When the Cuts Come Home
They didn’t wait until 2028.
That’s when the most aggressive Medicaid cuts from the Trump administration are scheduled to kick in. But the ripple effects are already reaching Kentucky families—in visible, devastating ways.
This week, UofL Health announced an indefinite delay of its long-awaited South End birthing center. The Birthing Place was supposed to restore labor and delivery services to southwest Louisville for the first time since the 1970s. The building was nearly finished. The vision was clear: a community-focused facility where women could deliver their babies close to home, with culturally competent care and dignity.
Now, it’s off the table.
UofL Health leadership cited one reason: Medicaid cuts. Not theoretical ones. Not future ones. Cuts that are already making providers reconsider how—and whether—they can serve the people who rely on them most.
Let’s be clear: nearly half of all births in Kentucky are covered by Medicaid. That’s not a bug in the system. That’s the system working to make sure low-income families don’t go bankrupt bringing a child into the world.
When you pull the foundation out from under that system, what do you think happens?
This is what happens:
A $20 million birthing center built to serve underserved families gets shuttered before it even opens. The staff who were preparing to welcome new mothers—midwives, nurses, doulas—are told to stop. The people of the South End, many of whom already face transportation and financial barriers, are told once again that if they want basic healthcare, they’ll need to travel across town to get it.
And all of this? A direct consequence of political decisions made by people who will never set foot in that neighborhood. Who will never feel the sting of this loss.
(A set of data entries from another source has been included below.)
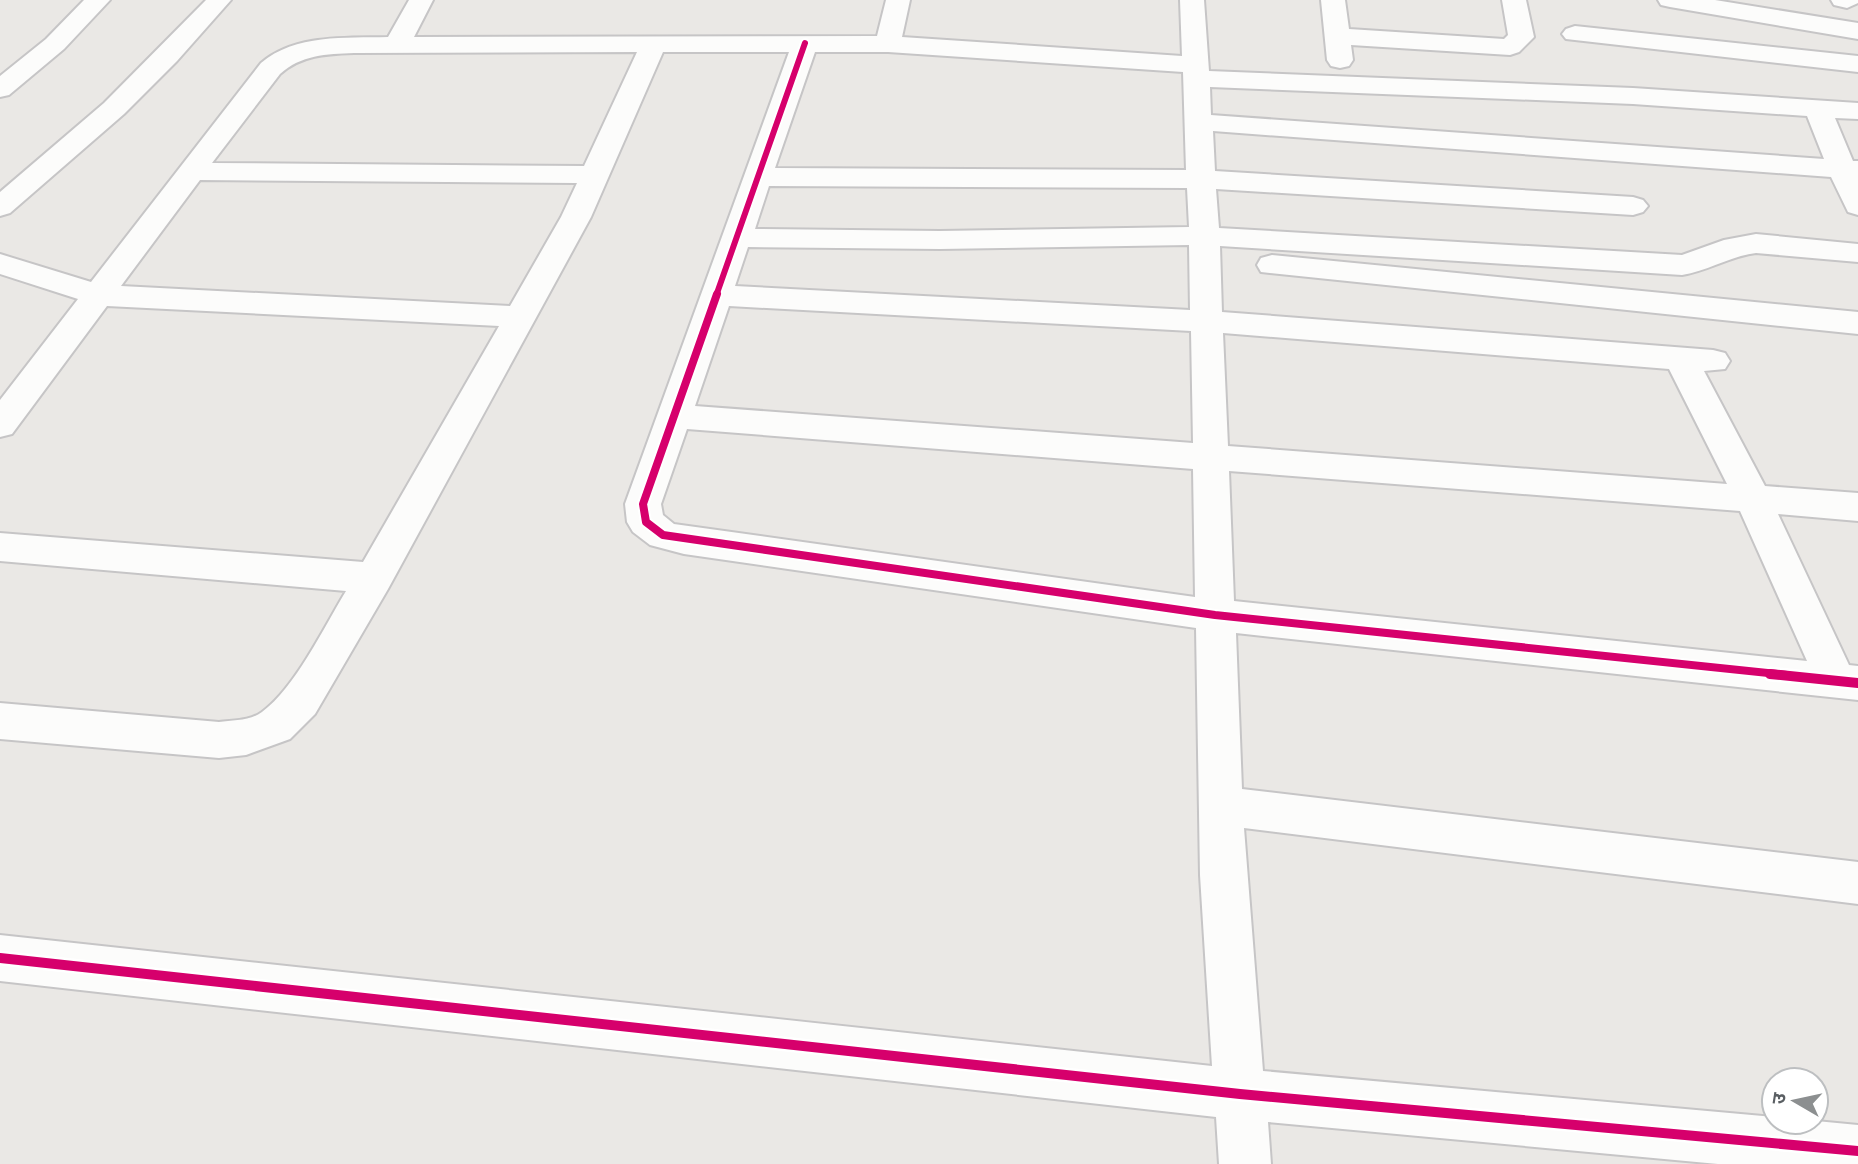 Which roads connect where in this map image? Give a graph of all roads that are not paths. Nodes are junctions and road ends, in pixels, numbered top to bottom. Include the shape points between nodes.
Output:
1 (98, 0) edge
2 (219, 0) edge
3 (421, 0) edge
4 (898, 0) edge
5 (1192, 0) edge
6 (1333, 0) edge
7 (1514, 0) edge
8 (1670, 0) edge
9 (1846, 0) edge
10 (1858, 10) edge
11 (1858, 31) edge
12 (1575, 34) dead end
13 (1336, 36) junction
14 (805, 43) junction
15 (888, 44) junction
16 (397, 45) junction
17 (653, 45) junction
18 (1747, 52) junction
19 (1858, 64) edge
20 (1197, 71) junction
21 (1344, 86) junction
22 (0, 89) edge
23 (1762, 105) junction
24 (1817, 108) junction
25 (1858, 111) edge
26 (1199, 122) junction
27 (1850, 169) edge
28 (192, 172) junction
29 (595, 175) junction
30 (757, 177) junction
31 (1202, 179) junction
32 (1633, 206) dead end
33 (1858, 206) edge
34 (0, 207) edge
35 (735, 238) junction
36 (1205, 247) junction
37 (1858, 253) edge
38 (0, 264) edge
39 (1682, 265) junction
40 (99, 295) junction
41 (715, 295) junction
42 (1670, 305) junction
43 (521, 317) junction
44 (1207, 321) junction
45 (1858, 323) edge
46 (672, 416) junction
47 (0, 425) edge
48 (1211, 459) junction
49 (1753, 499) junction
50 (1858, 507) edge
51 (0, 547) edge
52 (374, 578) junction
53 (1215, 615) junction
54 (1847, 682) edge
55 (0, 721) edge
56 (1221, 806) junction
57 (1858, 883) edge
58 (0, 958) edge
59 (1240, 1094) junction
60 (1858, 1151) edge
61 (1245, 1164) edge

1 - 22 street via 55,44
2 - 34 street via 176,49 89,132
3 - 16 street
4 - 15 street
5 - 20 street
6 - 13 street
7 - 13 street via 1521,37 1510,47
8 - 11 street
9 - 10 street
12 - 18 street
13 - 21 street
14 - 15 street
14 - 17 street
14 - 30 street
15 - 20 street
16 - 17 street
16 - 28 street via 320,48 283,59
17 - 29 street
18 - 19 street
18 - 23 street
20 - 21 street
20 - 26 street
21 - 23 street
23 - 24 street
24 - 25 street
24 - 27 street
26 - 27 street
26 - 31 street
27 - 33 street
28 - 29 street
28 - 40 street
29 - 43 street
30 - 31 street
30 - 35 street
31 - 32 street
31 - 36 street
35 - 36 street
35 - 41 street
36 - 39 street
36 - 42 street
36 - 44 street
37 - 39 street via 1757,244
38 - 40 street
39 - 42 street
40 - 43 street
40 - 47 street
41 - 44 street
41 - 46 street
42 - 45 street
43 - 52 street
44 - 48 street
44 - 49 street via 1697,360
46 - 48 street
46 - 53 street via 643,504 646,522 663,535
48 - 49 street
48 - 53 street
49 - 50 street
49 - 54 street
51 - 52 street
52 - 55 street via 300,702 275,726 246,737 219,740
53 - 54 street
53 - 56 street
56 - 57 street
56 - 59 street
58 - 59 street
59 - 60 street
59 - 61 street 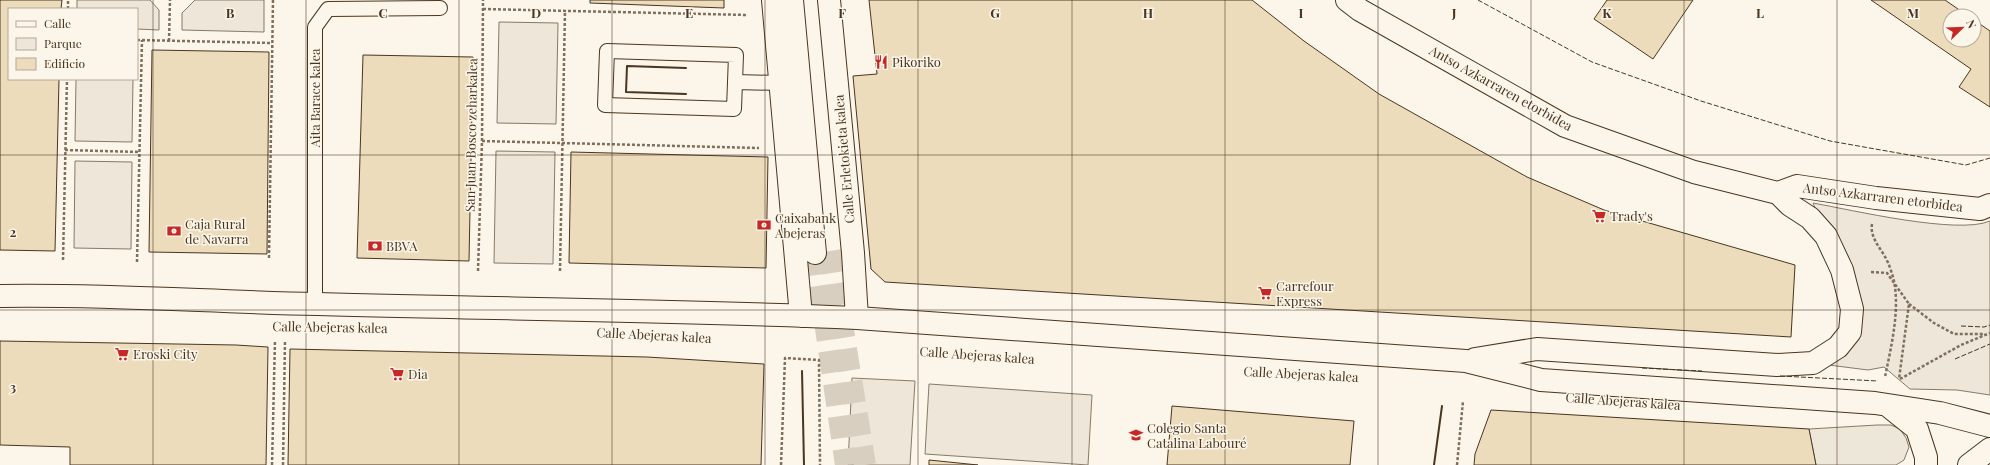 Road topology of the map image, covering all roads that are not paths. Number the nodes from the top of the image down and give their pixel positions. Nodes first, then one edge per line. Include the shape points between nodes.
1 (773, 0) edge
2 (792, 0) edge
3 (806, 0) edge
4 (829, 0) edge
5 (1347, 0) edge
6 (440, 8) dead end
7 (735, 82) junction
8 (781, 83) junction
9 (1778, 193) junction
10 (1990, 205) edge
11 (0, 296) edge
12 (315, 304) junction
13 (1852, 309) joint
14 (801, 316) junction
15 (857, 318) junction
16 (1466, 361) junction
17 (1887, 404) junction
18 (1990, 426) edge
19 (1990, 449) edge
20 (1926, 465) edge
21 (1969, 465) edge

1 - 8 street
2 - 3 street, Calle Erletokieta kalea via 823,252
4 - 15 street, Calle Erletokieta kalea
5 - 9 street, Antso Azkarraren etorbidea via 1360,10 1565,126 1694,172
6 - 12 lane, Aita Barace kalea via 328,9 315,27
7 - 7 lane via 734,109 605,105 607,51 736,55
7 - 8 lane
8 - 14 street
9 - 10 street, Antso Azkarraren etorbidea via 1797,186 1876,198 1980,209
9 - 13 street, Antso Azkarraren etorbidea via 1790,205 1810,218 1826,236 1842,270
11 - 12 street, Calle Abejeras kalea via 62,295
12 - 14 street, Calle Abejeras kalea
13 - 16 street, Calle Abejeras kalea via 1850,332 1838,347 1813,363 1777,365 1537,349
14 - 15 street, Calle Abejeras kalea
15 - 16 street, Calle Abejeras kalea
16 - 17 street, Calle Abejeras kalea via 1541,380
17 - 18 street, Calle Abejeras kalea via 1940,413
17 - 20 street via 1917,429
19 - 21 street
This is how policy becomes punishment.
Don’t lose sight of the bigger picture.
The delay of The Birthing Place isn’t just a funding issue. It’s part of a broader agenda to erode public healthcare one inch at a time, until the only people who can access quality care are the ones who can afford to pay out of pocket.
Kentucky is one of the poorest states in the country. We are also one of the sickest. Our health outcomes, especially for maternal and infant health, are already below the national average. Medicaid exists because private insurance and market solutions have failed to meet the needs of rural communities, Black and brown families, and low-wage workers.
Cutting Medicaid in a place like this is not just short-sighted—it’s lethal.
Here’s what else you should know:
Although UofL Health is now planning to pivot the space into a Women’s Health Center, it’s unclear what services will be offered and whether the same level of prenatal and perinatal care will be available.
Metro Council had pledged $8.25 million in local matching grants to support the birthing center. Those funds are now in limbo, with no clear path forward.
Council Members like Crystal Bast and Cindi Fowler are actively seeking alternative ways to support South End residents—but this fight just got a lot harder.
So what do we do now?
We pay attention. We stay loud. We don’t let decisions like this disappear into bureaucratic silence.
Call your council members. Ask what will happen to the public dollars already committed. Ask whether UofL Health intends to fight for birth equity or quietly retreat. Ask how this fits with the broader healthcare picture across the state as the Trump administration’s agenda continues to roll out.
Kentuckians are being squeezed. By inflation, by poor leadership, by broken systems. But the Medicaid cuts aren’t abstract. They’re specific. And now, they have a name: The Birthing Place.
The next time someone tells you policy isn’t personal, tell them this story.
We have to build something better.

I’m heartbroken to read this. And mad as hell.